Directions for this task: Lines with the word "dead" are the ones wanted. Copy each of them from the entries below.

Stored data entries:
•••

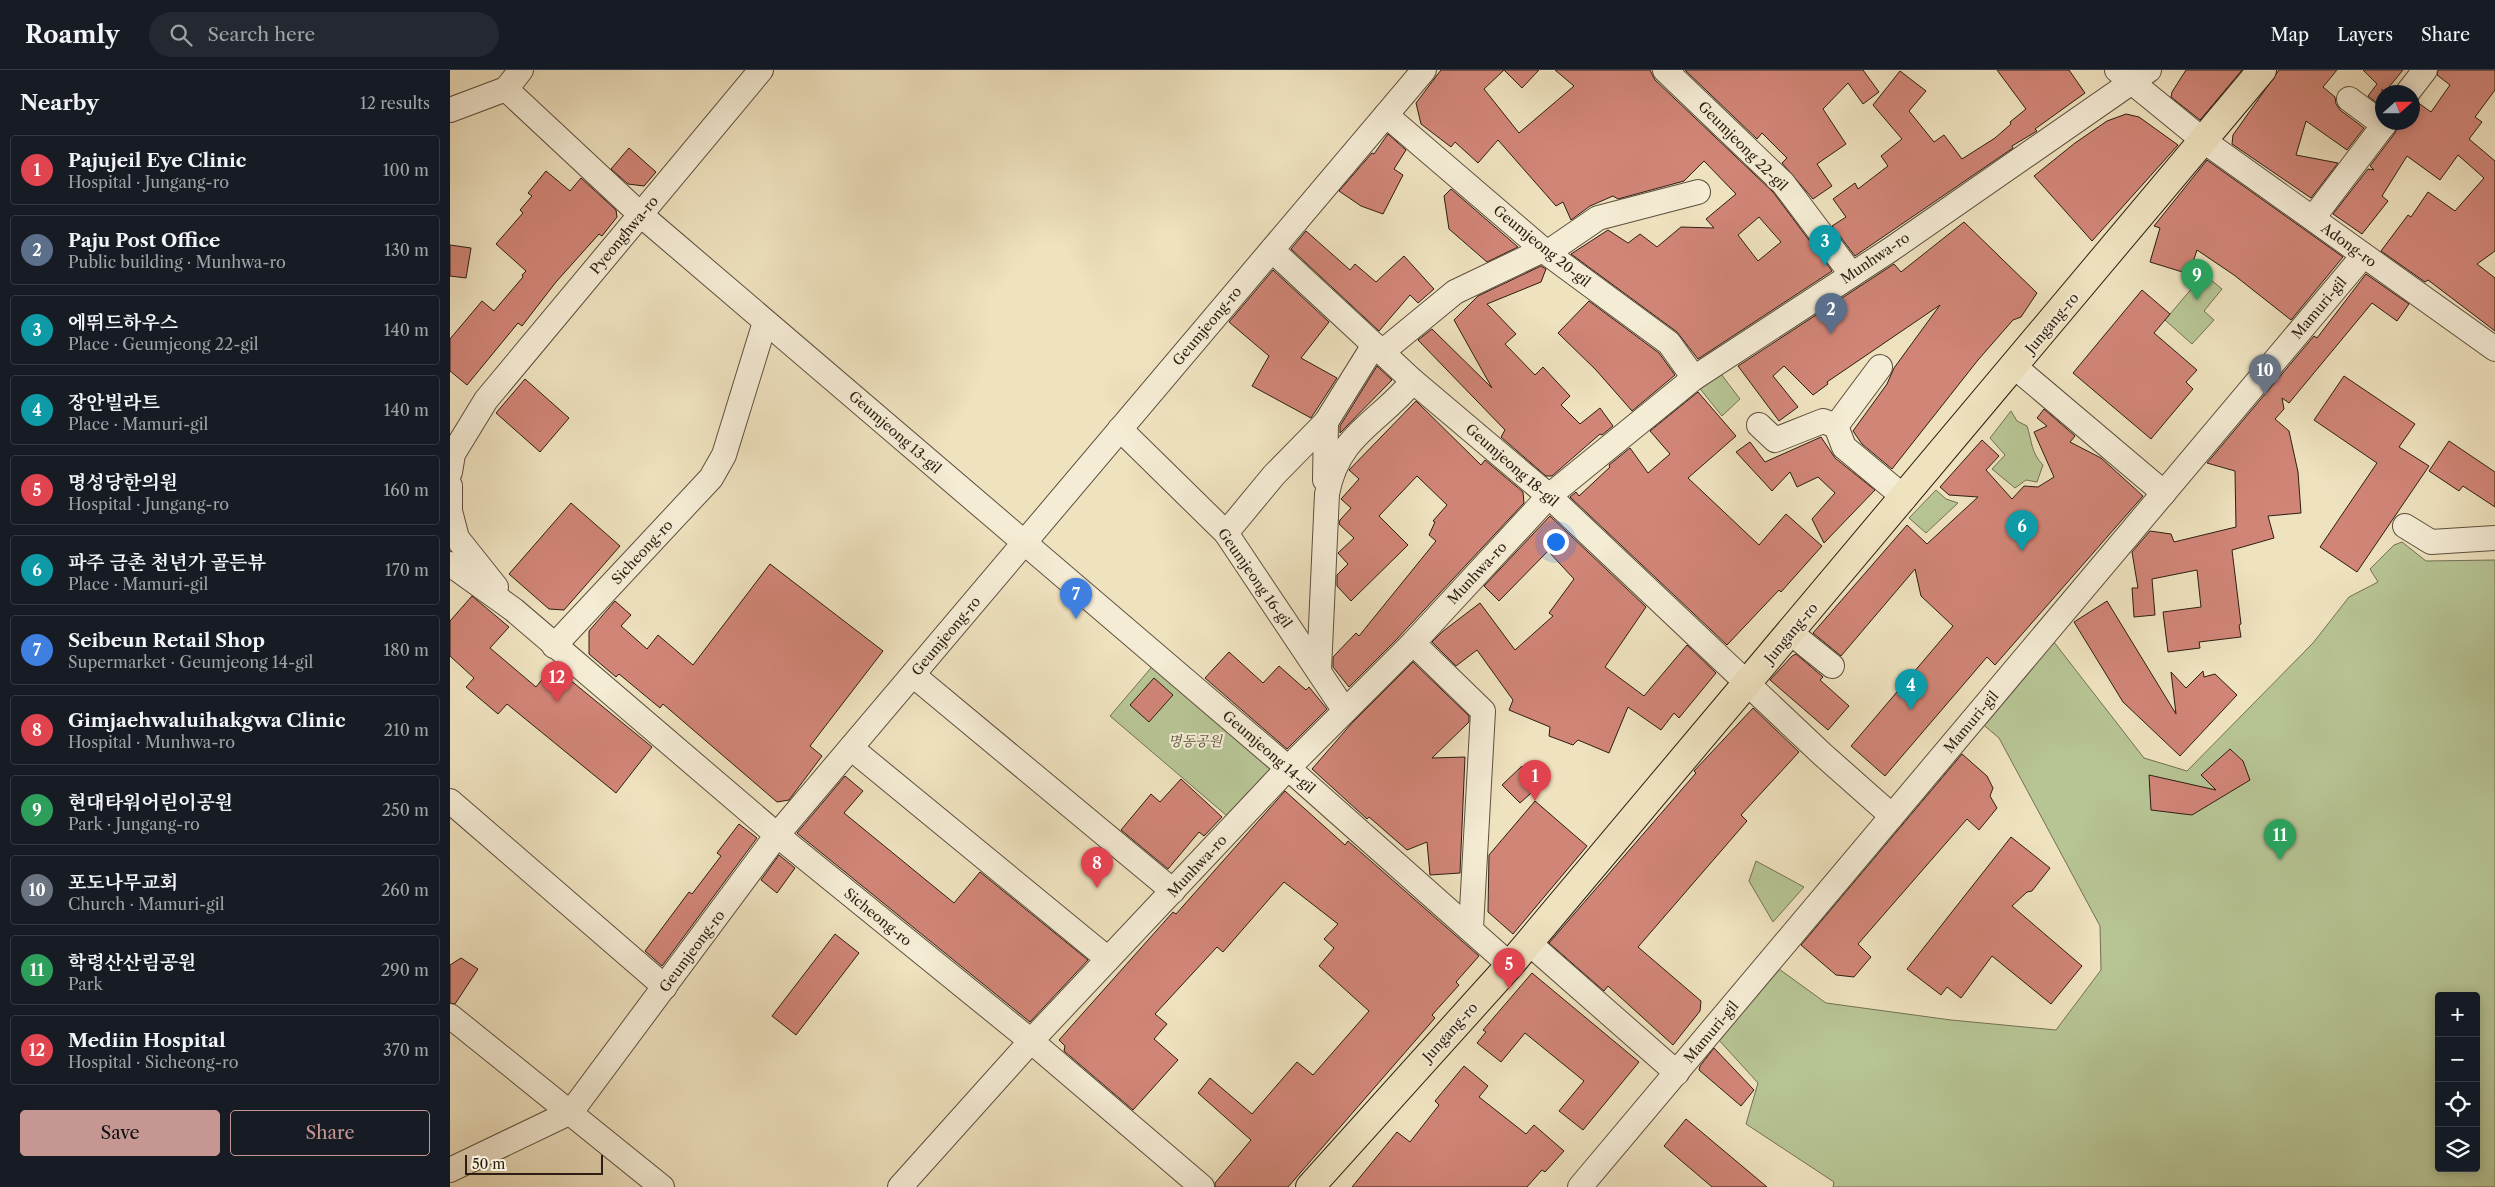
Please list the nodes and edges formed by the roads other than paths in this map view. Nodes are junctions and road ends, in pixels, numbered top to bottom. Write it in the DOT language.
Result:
graph roads {
  1 [pos="521,70"];
  2 [pos="761,70"];
  3 [pos="1424,70"];
  4 [pos="1665,70"];
  5 [pos="2262,70"];
  6 [pos="2425,70"];
  7 [pos="2132,74"];
  8 [pos="2413,85"];
  9 [pos="506,89"];
  10 [pos="2349,98"];
  11 [pos="450,110"];
  12 [pos="1386,115"];
  13 [pos="2375,117"];
  14 [pos="2379,130"];
  15 [pos="2204,141"];
  16 [pos="1698,192"];
  17 [pos="641,215"];
  18 [pos="2313,218"];
  19 [pos="1272,250"];
  20 [pos="1545,251"];
  21 [pos="2363,256"];
  22 [pos="1852,275"];
  23 [pos="765,322"];
  24 [pos="2493,343"];
  25 [pos="1378,348"];
  26 [pos="1880,367"];
  27 [pos="2015,367"];
  28 [pos="1694,378"];
  29 [pos="1413,382"];
  30 [pos="486,400"];
  31 [pos="1326,422"];
  32 [pos="1759,425"];
  33 [pos="450,426"];
  34 [pos="1836,426"];
  35 [pos="1120,429"];
  36 [pos="450,472"];
  37 [pos="450,486"];
  38 [pos="2164,492"];
  39 [pos="1327,494"];
  40 [pos="1549,496"];
  41 [pos="1905,498"];
  42 [pos="450,510"];
  43 [pos="2405,526"];
  44 [pos="1226,533"];
  45 [pos="2495,538"];
  46 [pos="1024,543"];
  47 [pos="450,564"];
  48 [pos="514,610"];
  49 [pos="1791,633"];
  50 [pos="1413,643"];
  51 [pos="554,646"];
  52 [pos="1832,666"];
  53 [pos="1319,670"];
  54 [pos="913,675"];
  55 [pos="1748,684"];
  56 [pos="1345,711"];
  57 [pos="851,748"];
  58 [pos="1288,768"];
  59 [pos="450,801"];
  60 [pos="1892,816"];
  61 [pos="777,835"];
  62 [pos="1173,891"];
  63 [pos="1470,928"];
  64 [pos="1529,943"];
  65 [pos="1108,959"];
  66 [pos="1510,965"];
  67 [pos="665,987"];
  68 [pos="450,1016"];
  69 [pos="1030,1041"];
  70 [pos="1677,1073"];
  71 [pos="571,1112"];
  72 [pos="450,1170"];
  73 [pos="662,1187"];
  74 [pos="900,1187"];
  75 [pos="1202,1187"];
  76 [pos="1310,1187"];
  77 [pos="1580,1187"];
  1 -- 9 [label="street"];
  2 -- 17 [label="street, Pyeonghwa-ro"];
  3 -- 12 [label="street, Geumjeong-ro"];
  4 -- 22 [label="street, Geumjeong 22-gil"];
  5 -- 15 [label="main road, Jungang-ro"];
  6 -- 8 [label="street"];
  7 -- 15 [label="street, Adong-ro"];
  7 -- 22 [label="street, Munhwa-ro"];
  9 -- 11 [label="street"];
  9 -- 17 [label="street, Geumjeong 13-gil"];
  10 -- 13 [label="street"];
  12 -- 19 [label="street, Geumjeong-ro"];
  12 -- 20 [label="street, Geumjeong 20-gil"];
  14 -- 18 [label="street"];
  15 -- 18 [label="street, Adong-ro"];
  15 -- 27 [label="main road, Jungang-ro"];
  16 -- 20 [label="street"];
  17 -- 23 [label="street, Geumjeong 13-gil"];
  17 -- 30 [label="street, Pyeonghwa-ro"];
  18 -- 21 [label="street, Adong-ro"];
  19 -- 25 [label="street, Geumjeong 18-gil"];
  19 -- 35 [label="street, Geumjeong-ro"];
  20 -- 25 [label="street"];
  20 -- 28 [label="street, Geumjeong 20-gil"];
  21 -- 24 [label="street, Adong-ro"];
  21 -- 38 [label="street, Mamuri-gil"];
  22 -- 28 [label="street, Munhwa-ro"];
  23 -- 46 [label="street, Geumjeong 13-gil"];
  23 -- 51 [label="street, Sicheong-ro"];
  25 -- 29 [label="street, Geumjeong 18-gil"];
  25 -- 31 [label="street"];
  26 -- 34 [label="street"];
  27 -- 38 [label="street"];
  27 -- 41 [label="main road, Jungang-ro"];
  28 -- 40 [label="street, Munhwa-ro"];
  29 -- 39 [label="street"];
  29 -- 40 [label="street, Geumjeong 18-gil"];
  30 -- 33 [label="street"];
  30 -- 36 [label="street"];
  31 -- 39 [label="street"];
  31 -- 44 [label="street"];
  32 -- 34 [label="street"];
  34 -- 41 [label="street"];
  35 -- 44 [label="street, Geumjeong 16-gil"];
  35 -- 46 [label="street, Geumjeong-ro"];
  37 -- 42 [label="street"];
  38 -- 60 [label="street, Mamuri-gil"];
  39 -- 53 [label="street"];
  40 -- 50 [label="street, Munhwa-ro"];
  40 -- 55 [label="street, Geumjeong 18-gil"];
  41 -- 49 [label="main road, Jungang-ro"];
  42 -- 48 [label="street"];
  43 -- 45 [label="street"];
  44 -- 53 [label="street, Geumjeong 16-gil"];
  46 -- 54 [label="street, Geumjeong-ro"];
  46 -- 58 [label="street, Geumjeong 14-gil"];
  47 -- 48 [label="street"];
  48 -- 51 [label="street, Sicheong-ro"];
  49 -- 52 [label="street"];
  49 -- 55 [label="main road, Jungang-ro"];
  50 -- 56 [label="street, Munhwa-ro"];
  50 -- 63 [label="street"];
  51 -- 61 [label="street, Sicheong-ro"];
  53 -- 56 [label="street, Geumjeong 16-gil"];
  54 -- 57 [label="street, Geumjeong-ro"];
  54 -- 62 [label="street"];
  55 -- 60 [label="street, Geumjeong 18-gil"];
  55 -- 64 [label="main road, Jungang-ro"];
  56 -- 58 [label="street, Munhwa-ro"];
  57 -- 61 [label="street, Geumjeong-ro"];
  57 -- 65 [label="street"];
  58 -- 62 [label="street, Munhwa-ro"];
  58 -- 63 [label="street, Geumjeong 14-gil"];
  59 -- 67 [label="street"];
  60 -- 70 [label="street, Mamuri-gil"];
  61 -- 67 [label="street, Geumjeong-ro"];
  61 -- 69 [label="street, Sicheong-ro"];
  62 -- 65 [label="street, Munhwa-ro"];
  63 -- 66 [label="street, Geumjeong 14-gil"];
  64 -- 66 [label="main road, Jungang-ro"];
  64 -- 70 [label="street"];
  65 -- 69 [label="street, Munhwa-ro"];
  66 -- 76 [label="main road, Jungang-ro"];
  67 -- 71 [label="street, Geumjeong-ro"];
  68 -- 71 [label="street"];
  69 -- 74 [label="street, Munhwa-ro"];
  69 -- 75 [label="street, Sicheong-ro"];
  70 -- 77 [label="street, Mamuri-gil"];
  71 -- 72 [label="street, Geumjeong-ro"];
  71 -- 73 [label="street"];
}
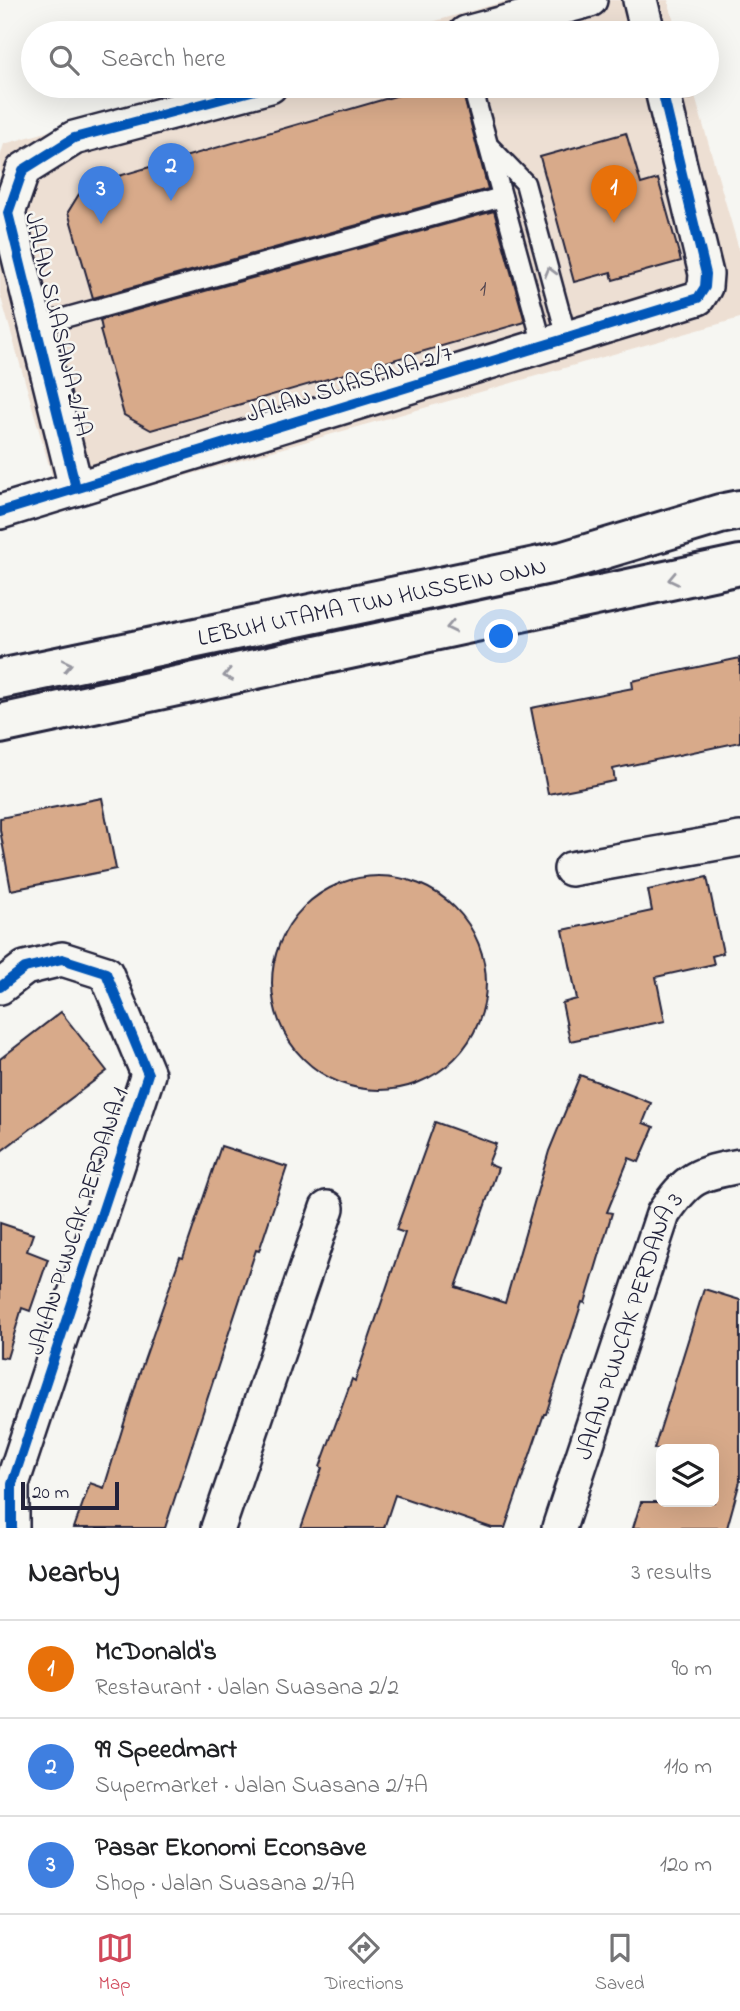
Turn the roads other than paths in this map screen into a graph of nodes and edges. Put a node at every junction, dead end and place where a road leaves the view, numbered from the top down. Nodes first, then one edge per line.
1 (590, 0) edge
2 (640, 0) edge
3 (511, 21) edge
4 (645, 21) edge
5 (225, 98) edge
6 (475, 98) edge
7 (664, 98) edge
8 (488, 146) junction
9 (502, 197) junction
10 (35, 326) junction
11 (555, 342) junction
12 (76, 488) junction
13 (740, 510) edge
14 (0, 512) edge
15 (740, 565) edge
16 (0, 678) edge
17 (0, 724) edge
18 (740, 839) edge
19 (571, 869) dead end
20 (0, 987) edge
21 (740, 1166) edge
22 (327, 1208) dead end
23 (12, 1528) edge
24 (218, 1528) edge
25 (559, 1528) edge

1 - 3 street
2 - 4 street
5 - 10 street, JALAN SUASANA 2/7A
6 - 8 lane
7 - 11 street, JALAN SUASANA 2/7
8 - 9 lane
11 -> 8 lane
9 - 10 lane
9 - 11 lane
10 - 12 street, JALAN SUASANA 2/7A
11 - 12 street, JALAN SUASANA 2/7
12 - 14 street, JALAN SUASANA 2/7
16 -> 13 main road, LEBUH UTAMA TUN HUSSEIN ONN
15 -> 17 main road, LEBUH UTAMA TUN HUSSEIN ONN
18 - 19 street
20 - 23 street, JALAN PUNCAK PERDANA 1
21 - 25 street, JALAN PUNCAK PERDANA 3
22 - 24 street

•••

Response:
Turn the roads other than paths in this map screen into a graph of nodes and edges. Put a node at every junction, dead end and place where a road leaves the view, numbered from the top down. Nodes first, then one edge per line.
19 (571, 869) dead end
22 (327, 1208) dead end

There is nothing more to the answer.